De esa ansia de perdurar y entender nacen las religiones, pero también las obras de arte, las sinfonías, las novelas, la teoría de la relatividad, la física quántica, la fenomenología, la observación de los planetas en la helada y oscura inmensidad del cosmos. No creo que haya en los humanos un sentimiento más extendido, más básico y primario que el del impulso espiritual, que es esa necesidad de salir de nosotros mismos, de unirnos al resto de los humanos, de dar sentido de algún modo al sinsentido de la existencia, de vernos formar parte de un marco mayor que nos consuele de nuestra insoportable pequeñez. Ya digo, es un rasgo primordial en las personas, y muchos de los que aparentemente rechazan todo lo que tenga que ver con "lo espiritual" no se dan cuenta de hasta qué punto también están siendo movilizados por ese sentimiento. El marxismo, por ejemplo, es otra de las respuestas a esa necesidad humana de trascendencia; y cuando un izquierdista fervientemente materialista se conmueve viendo una manifestación de marxistas puño en alto, está experimentando una emoción religiosa, de religare, unir, al sentirse hermanado con los demás seres del planeta en un proyecto colosal, en el sueño de la construcción de un paraíso en la Tierra. Eso, por mucho que le fastidie la palabra, es una conmoción puramente espiritual.
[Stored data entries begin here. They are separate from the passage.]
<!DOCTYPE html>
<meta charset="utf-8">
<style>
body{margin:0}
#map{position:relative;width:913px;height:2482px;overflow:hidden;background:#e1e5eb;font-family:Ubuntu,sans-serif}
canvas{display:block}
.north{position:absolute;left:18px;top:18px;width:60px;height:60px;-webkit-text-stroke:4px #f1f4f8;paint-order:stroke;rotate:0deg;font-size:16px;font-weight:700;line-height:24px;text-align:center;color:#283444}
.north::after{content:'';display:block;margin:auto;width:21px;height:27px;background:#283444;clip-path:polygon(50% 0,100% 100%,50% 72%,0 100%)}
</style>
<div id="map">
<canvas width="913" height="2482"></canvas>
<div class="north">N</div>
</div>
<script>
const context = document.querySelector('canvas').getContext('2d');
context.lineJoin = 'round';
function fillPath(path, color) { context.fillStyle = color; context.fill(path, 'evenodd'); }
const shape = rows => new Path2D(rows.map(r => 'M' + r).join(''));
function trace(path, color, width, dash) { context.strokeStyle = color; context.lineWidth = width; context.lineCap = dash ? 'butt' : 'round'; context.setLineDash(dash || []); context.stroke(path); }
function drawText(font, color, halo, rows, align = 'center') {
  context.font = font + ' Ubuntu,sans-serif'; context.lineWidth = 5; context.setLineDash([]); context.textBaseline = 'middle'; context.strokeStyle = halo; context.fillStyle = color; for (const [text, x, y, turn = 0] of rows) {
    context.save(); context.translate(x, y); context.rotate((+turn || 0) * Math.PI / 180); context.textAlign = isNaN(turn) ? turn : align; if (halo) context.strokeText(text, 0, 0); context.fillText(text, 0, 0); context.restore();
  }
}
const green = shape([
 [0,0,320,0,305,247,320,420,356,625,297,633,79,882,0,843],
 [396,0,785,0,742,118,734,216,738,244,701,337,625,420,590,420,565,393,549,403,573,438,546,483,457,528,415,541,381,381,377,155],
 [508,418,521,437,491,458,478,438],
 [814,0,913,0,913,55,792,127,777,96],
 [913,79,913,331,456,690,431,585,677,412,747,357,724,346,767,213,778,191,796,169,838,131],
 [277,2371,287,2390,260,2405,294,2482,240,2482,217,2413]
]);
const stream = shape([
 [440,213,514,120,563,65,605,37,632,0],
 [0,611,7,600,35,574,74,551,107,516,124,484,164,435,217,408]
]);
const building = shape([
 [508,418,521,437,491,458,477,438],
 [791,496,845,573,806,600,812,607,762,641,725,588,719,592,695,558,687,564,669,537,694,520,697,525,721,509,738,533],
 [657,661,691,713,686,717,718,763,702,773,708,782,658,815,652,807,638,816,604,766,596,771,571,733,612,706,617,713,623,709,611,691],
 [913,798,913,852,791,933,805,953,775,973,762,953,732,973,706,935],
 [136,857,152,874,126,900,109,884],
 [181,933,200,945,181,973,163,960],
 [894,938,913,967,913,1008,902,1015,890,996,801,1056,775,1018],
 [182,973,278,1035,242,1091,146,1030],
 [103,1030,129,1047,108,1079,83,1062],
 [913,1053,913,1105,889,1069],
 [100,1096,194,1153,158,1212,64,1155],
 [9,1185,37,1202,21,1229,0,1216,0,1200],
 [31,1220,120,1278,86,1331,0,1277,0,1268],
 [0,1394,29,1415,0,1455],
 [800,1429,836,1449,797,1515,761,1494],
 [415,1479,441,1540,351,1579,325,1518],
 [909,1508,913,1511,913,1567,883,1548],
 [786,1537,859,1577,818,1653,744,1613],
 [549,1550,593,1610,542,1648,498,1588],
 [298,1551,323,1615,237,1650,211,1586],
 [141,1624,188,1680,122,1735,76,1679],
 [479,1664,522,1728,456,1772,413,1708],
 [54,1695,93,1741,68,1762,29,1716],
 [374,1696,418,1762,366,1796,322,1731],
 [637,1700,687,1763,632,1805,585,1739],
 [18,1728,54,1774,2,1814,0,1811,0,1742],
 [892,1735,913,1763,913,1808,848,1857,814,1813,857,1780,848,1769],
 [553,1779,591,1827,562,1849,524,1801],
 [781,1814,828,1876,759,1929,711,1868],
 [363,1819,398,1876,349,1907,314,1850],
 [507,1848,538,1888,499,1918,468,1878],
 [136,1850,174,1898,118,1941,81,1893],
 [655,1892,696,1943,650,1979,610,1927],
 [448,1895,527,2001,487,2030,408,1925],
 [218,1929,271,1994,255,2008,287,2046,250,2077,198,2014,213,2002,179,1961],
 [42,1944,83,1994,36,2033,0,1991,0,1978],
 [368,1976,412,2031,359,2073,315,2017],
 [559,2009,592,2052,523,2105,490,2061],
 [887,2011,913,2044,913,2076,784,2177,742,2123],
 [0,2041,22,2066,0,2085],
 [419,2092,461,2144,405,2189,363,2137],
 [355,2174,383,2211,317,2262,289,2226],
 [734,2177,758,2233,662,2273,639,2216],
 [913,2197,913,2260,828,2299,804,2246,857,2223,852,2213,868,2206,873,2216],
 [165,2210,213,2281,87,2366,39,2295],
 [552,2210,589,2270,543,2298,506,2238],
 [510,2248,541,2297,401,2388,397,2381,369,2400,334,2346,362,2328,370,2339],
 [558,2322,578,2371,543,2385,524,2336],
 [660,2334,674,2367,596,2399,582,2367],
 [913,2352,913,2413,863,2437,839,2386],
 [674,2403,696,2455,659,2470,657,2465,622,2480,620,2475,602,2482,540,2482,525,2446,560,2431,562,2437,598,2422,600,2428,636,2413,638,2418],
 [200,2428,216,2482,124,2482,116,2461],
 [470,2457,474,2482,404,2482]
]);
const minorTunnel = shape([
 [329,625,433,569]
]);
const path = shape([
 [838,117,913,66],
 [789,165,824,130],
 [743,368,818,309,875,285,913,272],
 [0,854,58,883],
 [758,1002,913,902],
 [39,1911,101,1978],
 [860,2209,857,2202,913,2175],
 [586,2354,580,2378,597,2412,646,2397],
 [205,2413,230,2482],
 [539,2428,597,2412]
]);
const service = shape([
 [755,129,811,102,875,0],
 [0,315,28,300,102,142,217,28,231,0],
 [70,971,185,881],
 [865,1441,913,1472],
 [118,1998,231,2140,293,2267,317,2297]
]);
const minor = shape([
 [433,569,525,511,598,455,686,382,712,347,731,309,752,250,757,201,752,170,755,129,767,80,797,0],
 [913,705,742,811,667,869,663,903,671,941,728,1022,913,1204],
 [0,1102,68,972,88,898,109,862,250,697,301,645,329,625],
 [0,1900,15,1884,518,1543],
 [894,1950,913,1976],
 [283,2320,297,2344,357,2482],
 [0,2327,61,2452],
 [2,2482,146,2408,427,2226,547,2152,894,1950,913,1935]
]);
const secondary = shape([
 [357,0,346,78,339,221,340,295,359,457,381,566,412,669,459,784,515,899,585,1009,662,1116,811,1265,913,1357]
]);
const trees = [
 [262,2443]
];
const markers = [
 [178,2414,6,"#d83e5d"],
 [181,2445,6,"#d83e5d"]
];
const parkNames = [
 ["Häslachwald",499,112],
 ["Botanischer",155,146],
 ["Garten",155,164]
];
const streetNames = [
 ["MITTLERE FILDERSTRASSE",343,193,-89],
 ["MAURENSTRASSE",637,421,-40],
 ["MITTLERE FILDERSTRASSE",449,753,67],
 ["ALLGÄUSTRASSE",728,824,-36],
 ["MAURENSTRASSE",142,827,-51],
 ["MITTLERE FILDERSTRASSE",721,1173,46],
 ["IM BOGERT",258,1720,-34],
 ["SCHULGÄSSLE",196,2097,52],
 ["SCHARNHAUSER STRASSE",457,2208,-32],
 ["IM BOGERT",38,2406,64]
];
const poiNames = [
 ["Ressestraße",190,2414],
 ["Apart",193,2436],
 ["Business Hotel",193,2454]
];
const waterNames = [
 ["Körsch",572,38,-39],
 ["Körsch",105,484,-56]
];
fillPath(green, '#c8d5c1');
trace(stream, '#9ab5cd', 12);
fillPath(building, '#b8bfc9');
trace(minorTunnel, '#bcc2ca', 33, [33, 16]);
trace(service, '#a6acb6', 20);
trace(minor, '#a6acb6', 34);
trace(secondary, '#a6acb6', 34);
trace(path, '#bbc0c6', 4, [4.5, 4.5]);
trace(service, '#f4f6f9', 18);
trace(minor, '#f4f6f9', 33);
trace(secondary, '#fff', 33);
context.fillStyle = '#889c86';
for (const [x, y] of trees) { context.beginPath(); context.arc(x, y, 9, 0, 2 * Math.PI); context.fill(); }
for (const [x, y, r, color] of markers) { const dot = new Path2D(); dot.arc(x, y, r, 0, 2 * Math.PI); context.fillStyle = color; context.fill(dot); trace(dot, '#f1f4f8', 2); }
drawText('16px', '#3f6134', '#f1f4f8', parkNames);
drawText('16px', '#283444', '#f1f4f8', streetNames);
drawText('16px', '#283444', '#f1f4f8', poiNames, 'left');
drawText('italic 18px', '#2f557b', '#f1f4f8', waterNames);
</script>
Todos, creyentes o no, ricos o pobres, intelectuales o analfabetos, tenemos esa capacidad para sentirnos rozados por el ala oscura de lo sagrado. Es decir, por la turbación y el embeleso del misterio esencial. Los japoneses lo llaman satori, los psicoanalistas hablan de momentos oceánicos. Puede suceder en un atardecer tranquilo y hermoso, o tal vez, como a mí me ha pasado alguna vez, contemplando los ojos aterradoramente humanos de un gorila. Sabes de lo que hablo: de ese instante en el que todo parece encajar y te sientes formar parte del mundo, del tiempo, del todo. Y la vida palpita dentro de ti, monumental y quieta.